This ecological site is on side slopes of hills and mountains. Aspects are typically all except north facing. Slopes are 15 to 75 percent are typical, but slope gradients of 30 to 50 percent are typical. Elevations are 7,000 to 9,000 feet (2,133 to 2,743 m). Runoff on this site is high to very high.

Table 2. Representative physiographic features

Landforms	(1) Mountain range > Mountain slope
Runoff class	High to very high
Elevation	7 – 9 ft
Slope	30 – 50%
Aspect	W, E, SE, S, SW

Climatic features

The climate associated with this site is semiarid, characterized by cold, moist winters and warm, somewhat dry summers. Average annual precipitation is 12 to 16 inches (30 to 41cm). Mean annual air temperature is 41 to 43 degrees F. The average growing season is about 70 to 100 days. Representative weather stations are not available for this site.

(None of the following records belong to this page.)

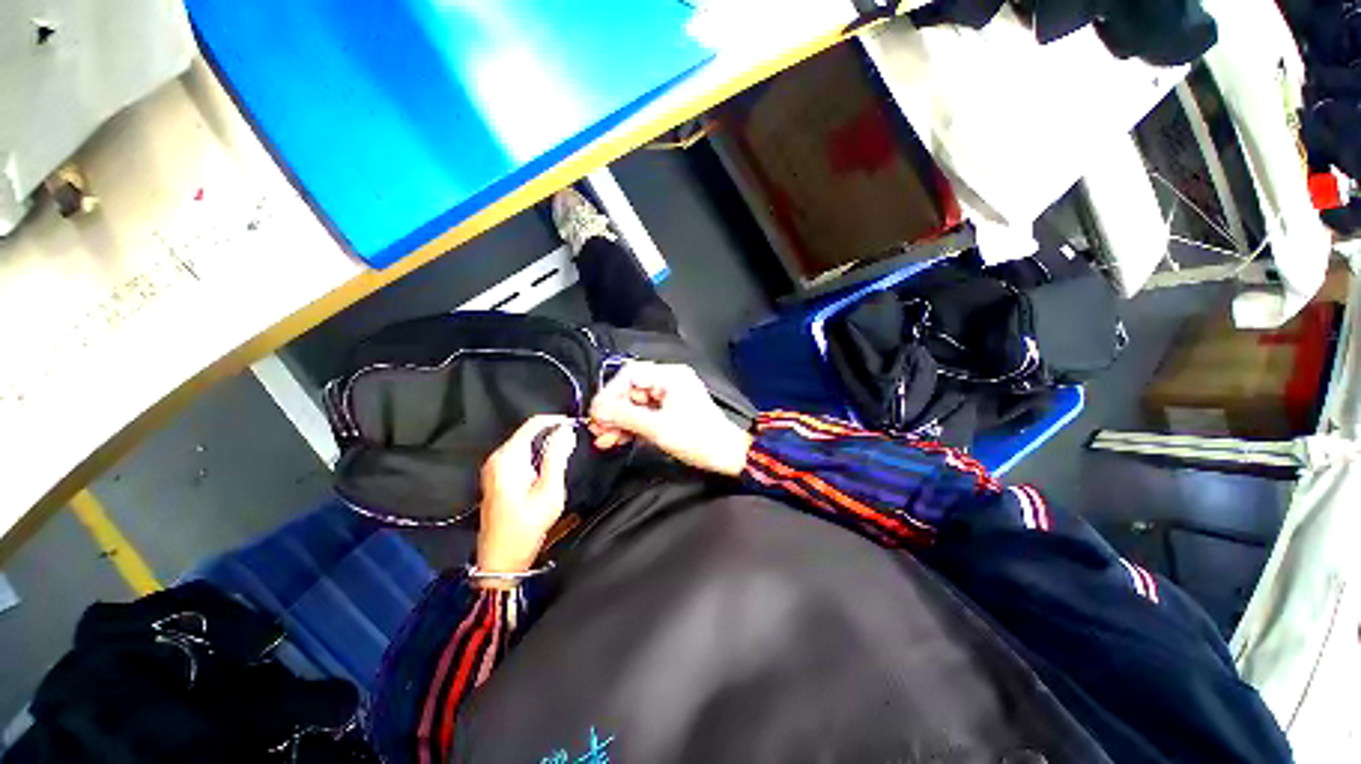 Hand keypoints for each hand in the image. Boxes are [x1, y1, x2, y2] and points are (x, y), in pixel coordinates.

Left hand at [476, 415, 576, 584]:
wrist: (500, 559)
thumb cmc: (526, 527)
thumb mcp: (549, 491)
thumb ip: (557, 457)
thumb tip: (566, 431)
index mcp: (508, 458)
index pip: (534, 423)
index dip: (557, 421)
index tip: (576, 426)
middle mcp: (497, 457)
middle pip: (529, 431)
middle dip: (553, 433)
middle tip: (574, 445)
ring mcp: (494, 467)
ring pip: (526, 442)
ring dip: (546, 444)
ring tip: (566, 455)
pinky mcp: (496, 476)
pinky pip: (521, 454)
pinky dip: (537, 454)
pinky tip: (549, 468)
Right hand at [589, 361, 751, 476]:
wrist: (728, 456)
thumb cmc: (698, 439)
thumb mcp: (658, 428)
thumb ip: (625, 416)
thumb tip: (598, 410)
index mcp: (670, 376)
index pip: (630, 375)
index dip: (610, 393)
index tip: (596, 414)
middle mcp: (668, 381)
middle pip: (631, 390)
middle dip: (612, 411)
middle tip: (597, 430)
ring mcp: (669, 397)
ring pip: (635, 404)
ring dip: (618, 421)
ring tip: (604, 440)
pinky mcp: (670, 412)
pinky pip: (644, 414)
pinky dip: (631, 427)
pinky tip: (616, 440) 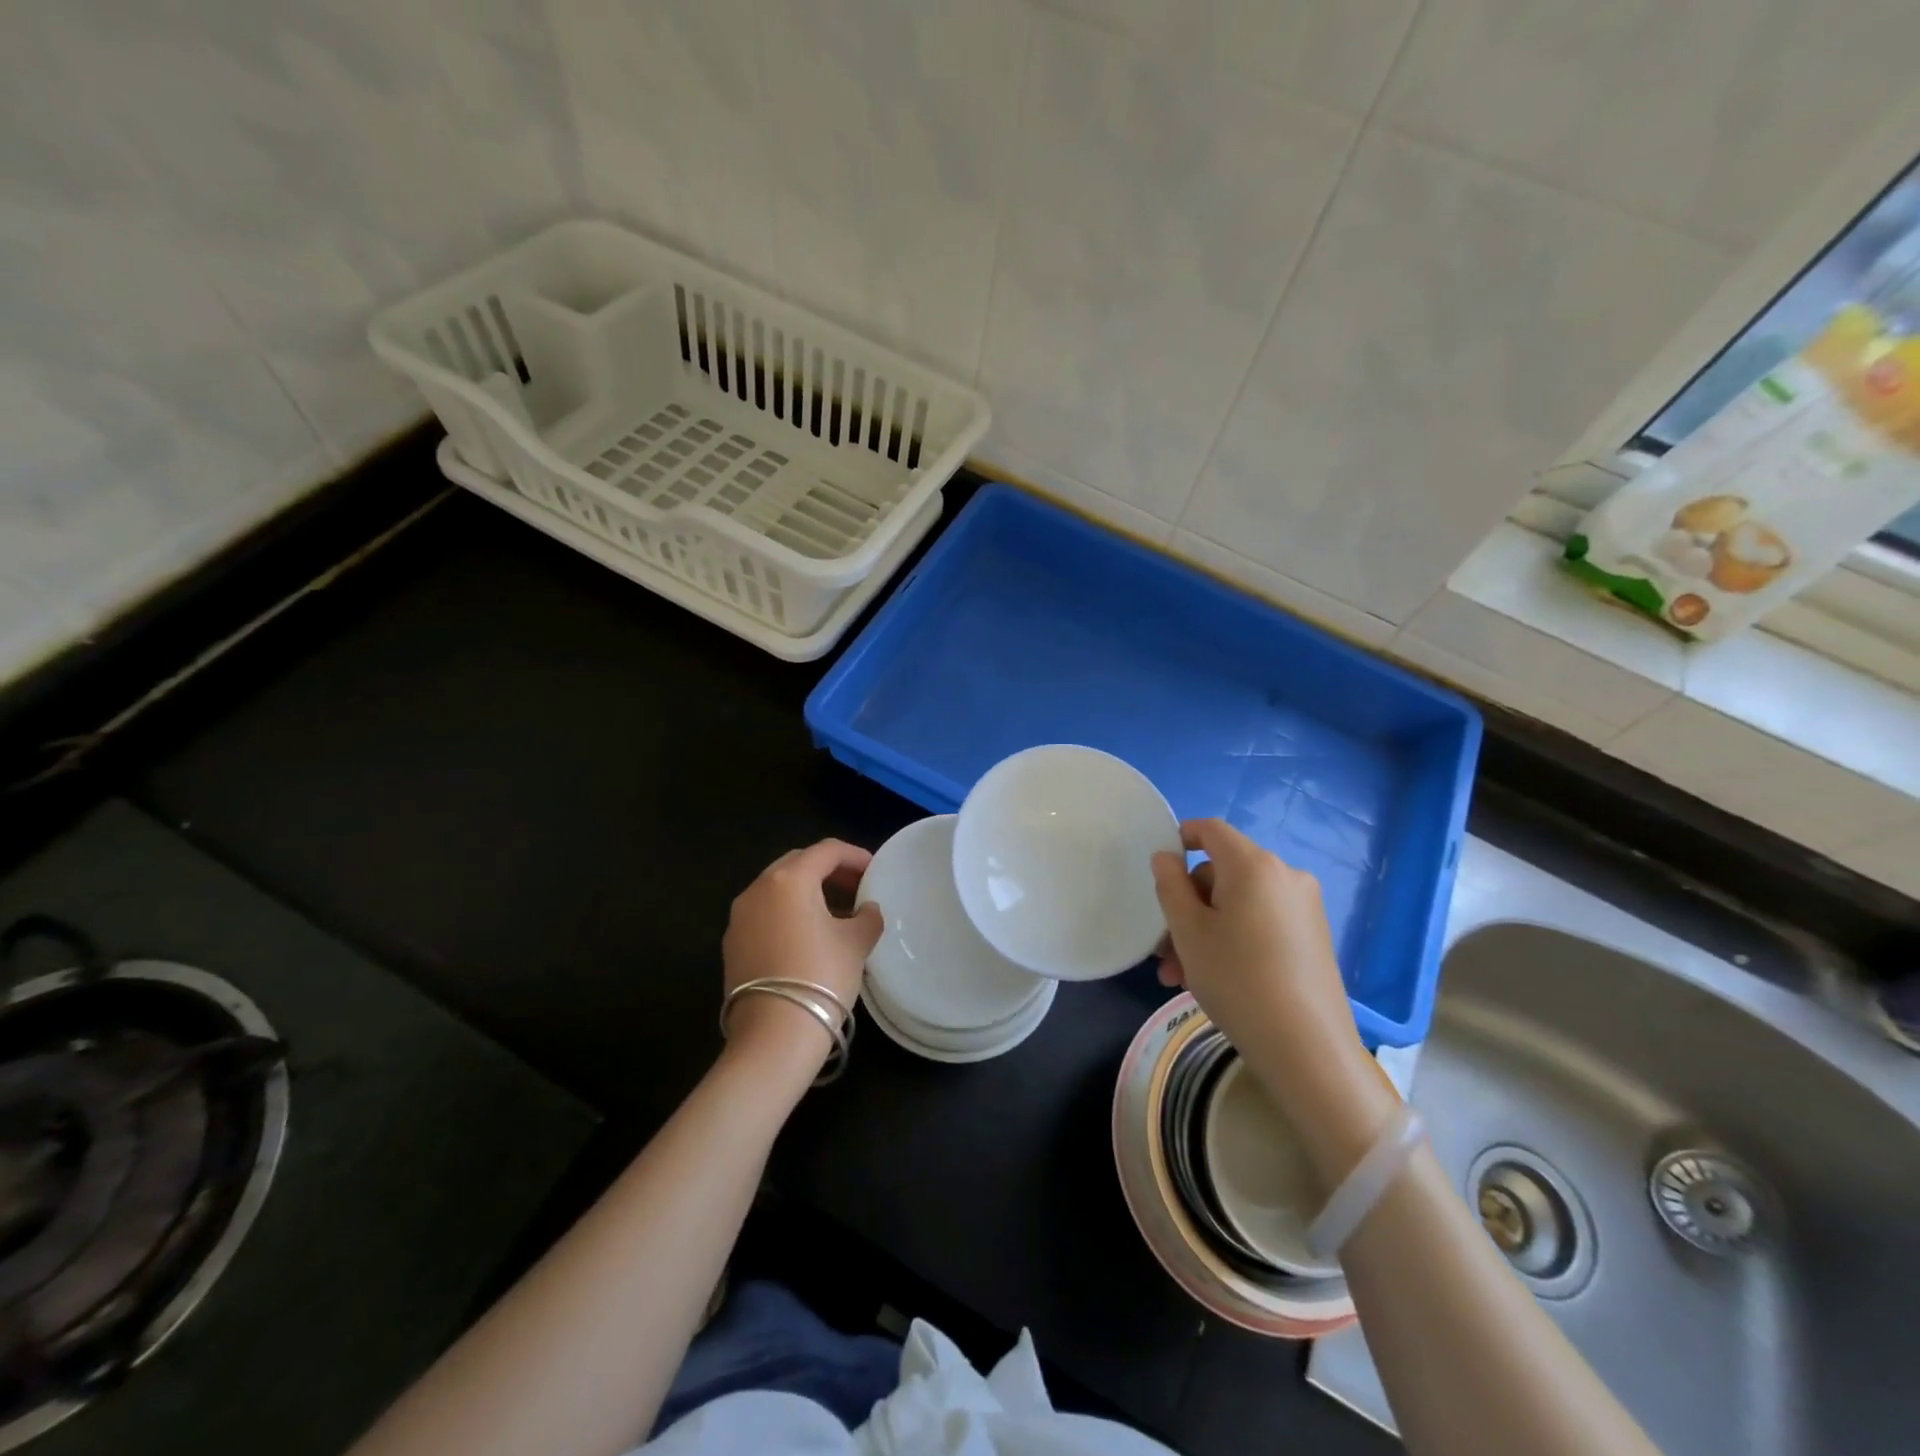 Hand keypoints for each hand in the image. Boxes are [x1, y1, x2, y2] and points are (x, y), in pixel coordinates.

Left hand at [721, 840, 882, 1074]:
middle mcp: (758, 889)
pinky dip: (788, 913)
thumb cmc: (821, 977)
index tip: (874, 870)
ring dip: (807, 892)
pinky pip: (765, 913)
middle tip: (856, 887)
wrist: (774, 1036)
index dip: (854, 856)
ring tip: (836, 913)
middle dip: (829, 870)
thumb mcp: (856, 943)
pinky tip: (809, 936)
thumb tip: (867, 910)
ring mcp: (739, 917)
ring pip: (778, 888)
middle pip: (798, 863)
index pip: (826, 851)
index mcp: (789, 880)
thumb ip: (867, 917)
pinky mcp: (732, 943)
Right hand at [1151, 818, 1396, 1179]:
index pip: (1211, 829)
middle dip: (1188, 907)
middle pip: (1222, 873)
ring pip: (1238, 904)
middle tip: (1164, 950)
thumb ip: (1170, 885)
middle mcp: (1285, 876)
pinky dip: (1233, 940)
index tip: (1159, 869)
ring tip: (1180, 976)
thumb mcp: (1188, 930)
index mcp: (1254, 865)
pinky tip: (1213, 979)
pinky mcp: (1313, 937)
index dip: (1181, 838)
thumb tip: (1166, 857)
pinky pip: (1261, 923)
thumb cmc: (1236, 978)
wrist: (1306, 1046)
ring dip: (1205, 931)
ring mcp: (1303, 907) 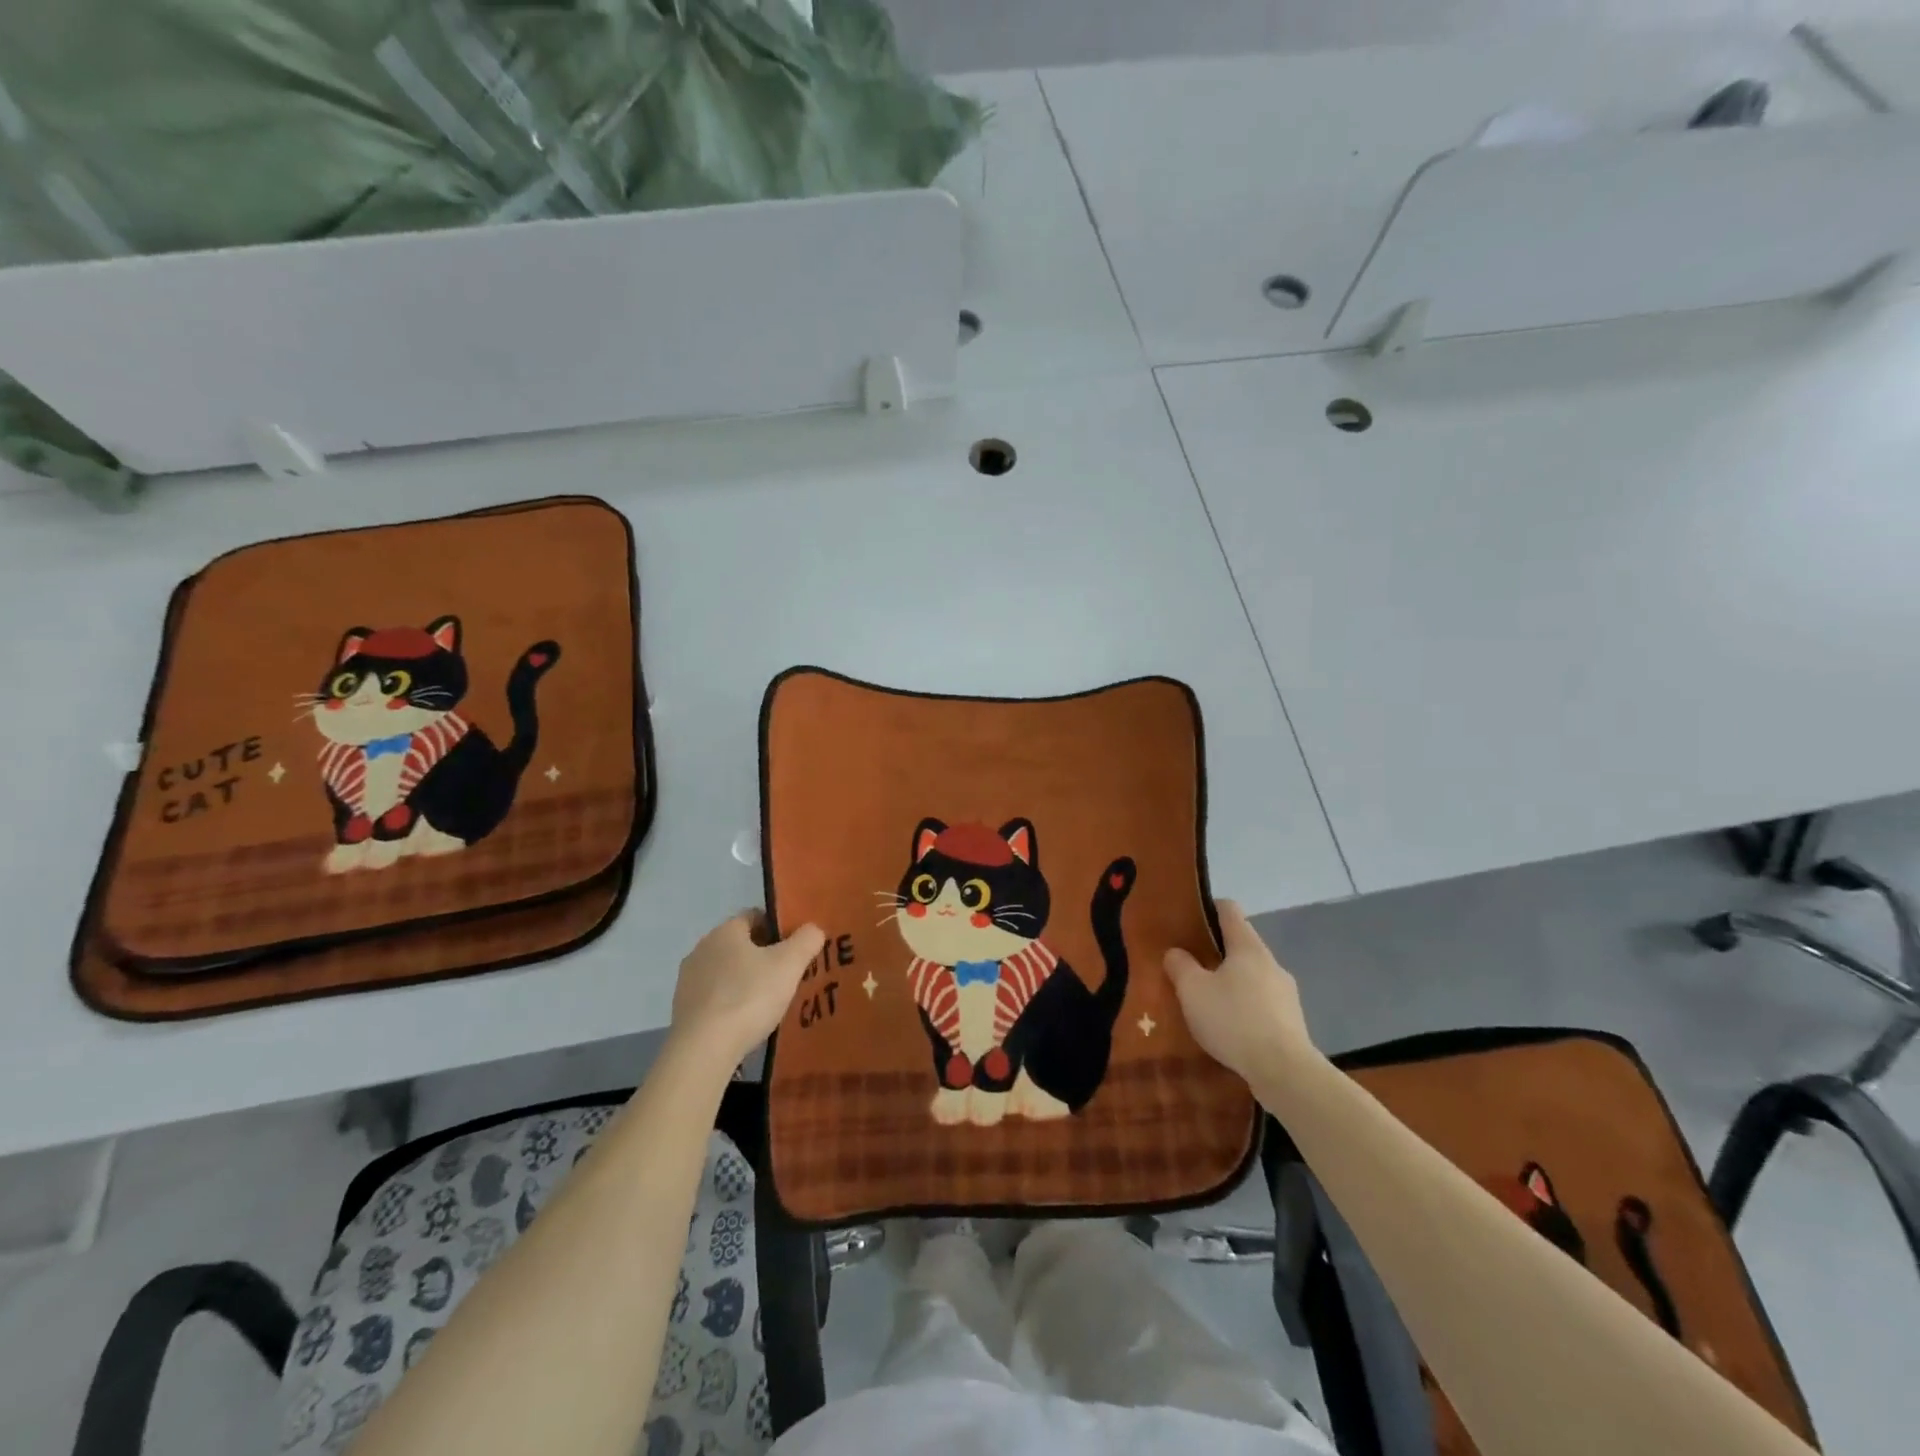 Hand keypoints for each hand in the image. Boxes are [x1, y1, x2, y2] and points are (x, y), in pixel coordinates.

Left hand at [670, 912, 824, 1063]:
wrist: (703, 1049)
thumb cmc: (749, 996)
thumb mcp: (789, 964)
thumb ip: (806, 940)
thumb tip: (812, 929)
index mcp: (725, 931)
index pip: (754, 916)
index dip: (777, 928)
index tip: (795, 949)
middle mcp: (701, 948)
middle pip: (739, 945)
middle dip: (763, 956)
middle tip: (786, 976)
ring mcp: (688, 980)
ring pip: (726, 972)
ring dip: (745, 981)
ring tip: (768, 1003)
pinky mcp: (682, 1009)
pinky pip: (714, 997)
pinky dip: (730, 1004)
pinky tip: (745, 1022)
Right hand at [1163, 901, 1318, 1081]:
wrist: (1284, 1071)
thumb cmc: (1233, 1020)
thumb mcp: (1193, 990)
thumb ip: (1180, 965)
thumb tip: (1176, 952)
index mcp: (1248, 947)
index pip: (1229, 910)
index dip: (1208, 908)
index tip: (1187, 919)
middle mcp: (1271, 962)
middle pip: (1240, 944)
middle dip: (1215, 951)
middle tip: (1189, 965)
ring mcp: (1286, 992)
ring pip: (1252, 975)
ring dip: (1230, 982)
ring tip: (1207, 1001)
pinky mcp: (1292, 1020)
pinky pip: (1261, 1002)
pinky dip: (1244, 1006)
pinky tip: (1229, 1027)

Table 3. Representative climatic features

Frost-free period (characteristic range)	75-100 days
Freeze-free period (characteristic range)	55-75 days
Precipitation total (characteristic range)	12-16 in
Frost-free period (actual range)	70-110 days
Freeze-free period (actual range)	50-80 days
Precipitation total (actual range)	11-17 in
Frost-free period (average)	90 days
Freeze-free period (average)	70 days
Precipitation total (average)	14 in

Soil features

The soils associated with this site are deep to moderately deep and well drained. The soils are formed in residuum and colluvium derived from volcanic and metamorphic parent material. The soil profile is characterized by a dark surface horizon (mollic epipedon), a layer of clay accumulation (argillic horizon), and greater than 35 percent rock fragments distributed throughout the profile. Rooting depth and soil moisture storage is limited by hard bedrock at 50 to 100cm.
Representative soil components associated with this site include: Sumine, Slaven, Golsum, and Quarz.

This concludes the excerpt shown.